L’insegnamento si svolge prevalentemente attraverso lezioni frontali. Al fine di fornire una visione dettagliata del funzionamento reale di ogni componente, e relative problematiche, verranno inoltre presentati e discussi risultati ottenuti da recenti indagini computazionali e sperimentali che mostrano l’andamento reale del flusso all’interno di ogni singolo componente.
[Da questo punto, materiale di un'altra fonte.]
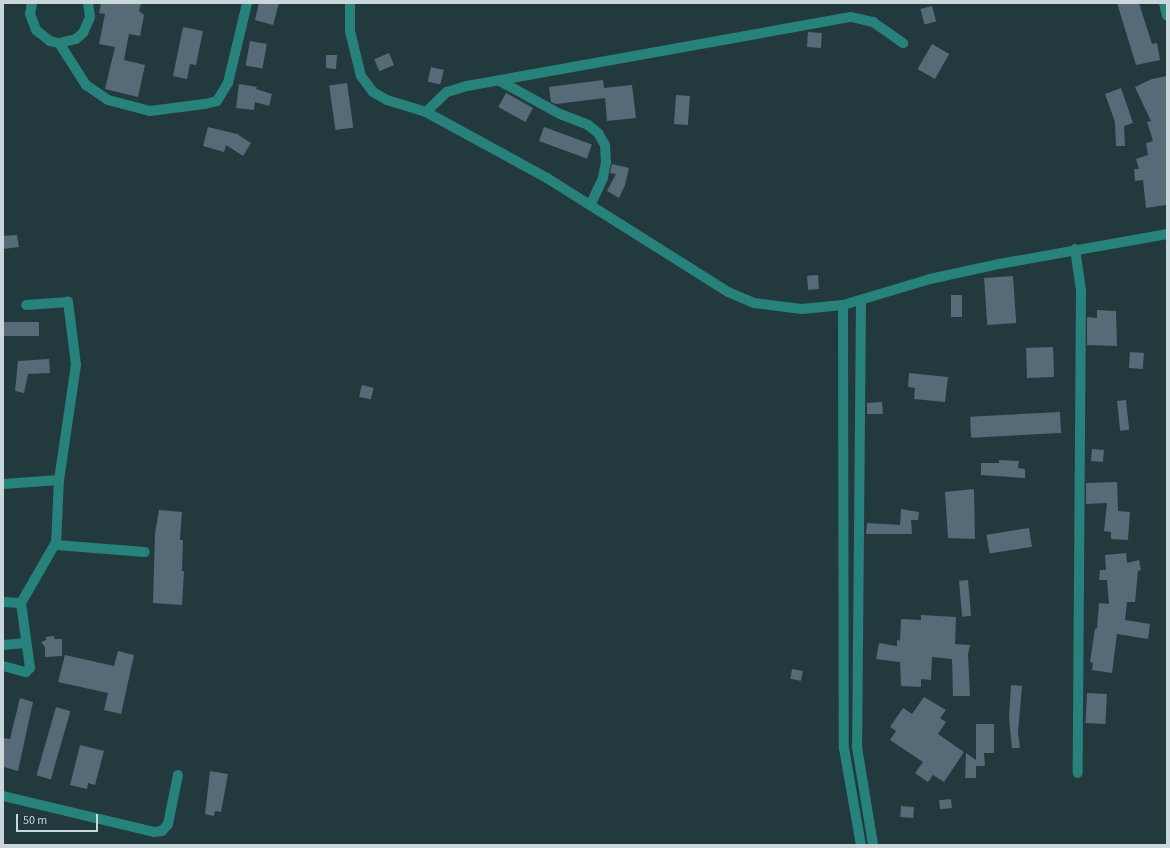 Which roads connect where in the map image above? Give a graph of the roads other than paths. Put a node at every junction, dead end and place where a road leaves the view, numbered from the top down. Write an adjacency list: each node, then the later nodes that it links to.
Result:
1 (30, 3): 8 (street)
2 (88, 3): 8 (street)
3 (247, 3): 8 (street)
4 (350, 3): 10 (street)
5 (1164, 3): 6 (street)
6 (1167, 16)
7 (903, 42): 9 (street)
8 (59, 43)
9 (500, 81): 10 (street); 11 (street)
10 (426, 112): 11 (street)
11 (591, 204): 16 (street)
12 (1167, 234): 13 (street)
13 (1075, 249): 14 (street); 26 (street)
14 (861, 301): 16 (street); 30 (street)
15 (26, 305): 17 (street)
16 (843, 305): 29 (street)
17 (59, 480): 18 (street); 19 (street)
18 (3, 484)
19 (56, 545): 20 (street); 22 (street)
20 (145, 552)
21 (3, 602): 22 (street)
22 (21, 603): 23 (street)
23 (26, 643): 24 (street); 25 (street)
24 (3, 645)
25 (3, 666)
26 (1078, 773)
27 (178, 775): 28 (street)
28 (3, 796)
29 (861, 845)
30 (873, 845)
E’ fortemente consigliata la frequenza perché gli argomenti trattati e discussi in aula possono essere assimilati più facilmente e sono gli unici richiesti per il superamento della prova finale.

ORARI

L'orario di tutti gli insegnamenti è consultabile su EasyAcademy.

Vedi anche:

MOTORI AERONAUTICI

ESAMI

Modalità d'esame

L’esame si svolgerà tramite verifica orale. La data verrà concordata su appuntamento.

Modalità di accertamento

L’esame orale permetterà di verificare l’apprendimento dello studente dei principi di funzionamento dei differenti componenti del motore aeronautico e come essi possano essere ottimizzati grazie alla migliore conoscenza della fluidodinamica interna. Verrà inoltre valutata la padronanza da parte dello studente nell’impiego di correlazioni e strumenti per la progettazione dei differenti componenti, e della capacità di approfondimento sull’accoppiamento delle diverse parti del motore.